Friday, March 30, 2018
Avenue East Ballroom (InterContinental Chicago Magnificent Mile)
In contemporary policy studies on refugees, the concept “vulnerable refugees” is treated as self-evident and reduced to women, children and disabled, categorically. Any intervention regarding them is presented as inherently positive. The concept has escaped from the usual razor-sharp academic investigation as well. Before all else, any interest in ‘the most vulnerable of the vulnerable’ helps re-call the most virtuous aspects of heavily-criticized humanitarianism. This academic immunity of the “vulnerability” notion, as I argue, indicates how existing policy-categories on refugees haunt our perceptions. My paper focuses on a particular case of the Syrian refugees in Turkey, grounding on my fieldwork in various refugee hosting provinces in 2014-2017 in Turkey.
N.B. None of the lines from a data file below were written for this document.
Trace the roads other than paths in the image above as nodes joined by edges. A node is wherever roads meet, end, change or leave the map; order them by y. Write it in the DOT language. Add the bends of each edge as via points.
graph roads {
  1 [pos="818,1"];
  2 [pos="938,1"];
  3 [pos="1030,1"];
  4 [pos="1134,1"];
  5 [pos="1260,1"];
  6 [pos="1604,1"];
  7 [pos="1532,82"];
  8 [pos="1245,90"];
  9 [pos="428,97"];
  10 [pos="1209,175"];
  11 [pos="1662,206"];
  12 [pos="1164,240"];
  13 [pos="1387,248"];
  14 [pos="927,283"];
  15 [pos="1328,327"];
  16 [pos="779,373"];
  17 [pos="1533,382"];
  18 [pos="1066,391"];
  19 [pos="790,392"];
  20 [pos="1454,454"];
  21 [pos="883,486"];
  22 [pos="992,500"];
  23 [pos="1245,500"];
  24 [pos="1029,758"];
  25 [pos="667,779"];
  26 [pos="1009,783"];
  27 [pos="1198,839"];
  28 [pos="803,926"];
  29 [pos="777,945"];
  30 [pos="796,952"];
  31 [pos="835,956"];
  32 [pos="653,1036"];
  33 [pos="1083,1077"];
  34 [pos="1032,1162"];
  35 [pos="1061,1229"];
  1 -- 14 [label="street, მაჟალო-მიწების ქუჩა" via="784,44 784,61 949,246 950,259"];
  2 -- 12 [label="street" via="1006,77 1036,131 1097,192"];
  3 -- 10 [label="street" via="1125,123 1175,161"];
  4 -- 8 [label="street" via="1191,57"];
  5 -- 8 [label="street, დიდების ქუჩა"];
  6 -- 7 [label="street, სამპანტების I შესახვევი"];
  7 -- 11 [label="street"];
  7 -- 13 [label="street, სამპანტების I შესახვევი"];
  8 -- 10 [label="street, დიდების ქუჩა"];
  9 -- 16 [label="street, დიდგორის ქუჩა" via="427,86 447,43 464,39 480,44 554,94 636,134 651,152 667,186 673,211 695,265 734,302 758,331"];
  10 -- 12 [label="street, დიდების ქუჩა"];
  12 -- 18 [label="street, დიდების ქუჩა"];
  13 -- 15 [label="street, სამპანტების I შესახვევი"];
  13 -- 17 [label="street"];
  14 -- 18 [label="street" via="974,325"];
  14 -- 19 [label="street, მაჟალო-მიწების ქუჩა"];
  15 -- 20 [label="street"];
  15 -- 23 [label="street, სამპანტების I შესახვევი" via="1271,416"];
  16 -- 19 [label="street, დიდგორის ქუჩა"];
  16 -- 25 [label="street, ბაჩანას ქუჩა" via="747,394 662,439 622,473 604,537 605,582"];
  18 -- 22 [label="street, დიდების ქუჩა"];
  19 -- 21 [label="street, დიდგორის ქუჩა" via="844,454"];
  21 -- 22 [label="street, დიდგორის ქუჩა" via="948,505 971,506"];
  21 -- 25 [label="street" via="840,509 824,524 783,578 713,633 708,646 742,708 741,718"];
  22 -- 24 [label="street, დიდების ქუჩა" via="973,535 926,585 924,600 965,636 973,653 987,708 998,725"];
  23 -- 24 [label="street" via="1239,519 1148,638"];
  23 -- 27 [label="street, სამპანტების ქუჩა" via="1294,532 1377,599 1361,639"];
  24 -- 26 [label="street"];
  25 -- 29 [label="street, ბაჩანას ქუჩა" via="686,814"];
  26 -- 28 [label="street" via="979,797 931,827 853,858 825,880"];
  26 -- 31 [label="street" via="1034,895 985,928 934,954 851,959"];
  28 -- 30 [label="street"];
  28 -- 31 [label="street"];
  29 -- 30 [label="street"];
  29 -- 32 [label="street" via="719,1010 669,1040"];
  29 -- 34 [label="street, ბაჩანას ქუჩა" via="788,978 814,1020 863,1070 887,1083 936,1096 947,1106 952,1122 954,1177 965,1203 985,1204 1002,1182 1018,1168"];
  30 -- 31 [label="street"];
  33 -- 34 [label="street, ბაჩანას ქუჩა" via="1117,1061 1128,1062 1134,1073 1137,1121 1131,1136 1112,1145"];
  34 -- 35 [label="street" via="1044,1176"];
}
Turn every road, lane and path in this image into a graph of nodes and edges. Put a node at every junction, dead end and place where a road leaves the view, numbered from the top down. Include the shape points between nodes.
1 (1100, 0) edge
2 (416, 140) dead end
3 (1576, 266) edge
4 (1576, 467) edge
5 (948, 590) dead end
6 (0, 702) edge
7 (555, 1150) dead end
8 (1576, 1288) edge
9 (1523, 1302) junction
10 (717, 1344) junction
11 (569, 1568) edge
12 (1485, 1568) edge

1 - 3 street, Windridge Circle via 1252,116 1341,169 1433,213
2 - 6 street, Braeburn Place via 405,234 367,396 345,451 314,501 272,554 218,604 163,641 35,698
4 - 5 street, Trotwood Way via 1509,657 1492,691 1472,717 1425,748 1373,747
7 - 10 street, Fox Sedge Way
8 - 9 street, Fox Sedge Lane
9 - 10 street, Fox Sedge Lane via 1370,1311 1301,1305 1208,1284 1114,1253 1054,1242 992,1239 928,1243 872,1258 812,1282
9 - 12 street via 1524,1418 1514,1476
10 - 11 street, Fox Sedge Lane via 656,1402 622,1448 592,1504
It examines how the “vulnerable refugee” categories are constructed, enacted, and appropriated in the “humanitarian space” by the state institutions, international, national and local NGOs and Syrians’ organizations. I claim that, first, these various actors borrow the “vulnerable refugees” notion from the contemporary global humanitarian imperative; yet, their localized narratives on “vulnerable Syrian refugees” are inspired by and serves to the contradictory political projects (e.g. both securitization and humanitarianism; Islamicism and secularism) and opposite processes (e.g. politicizing and depoliticizing; professionalism and voluntarism). At the end, as particular Syrian “women, children and disabled” are designated as categorically “vulnerable,” the rest of the refugees are excluded from intervention mechanisms. Furthermore, the designated “vulnerable” refugees get exposed to contradictory processes and thereby, they become more vulnerable in the broader society.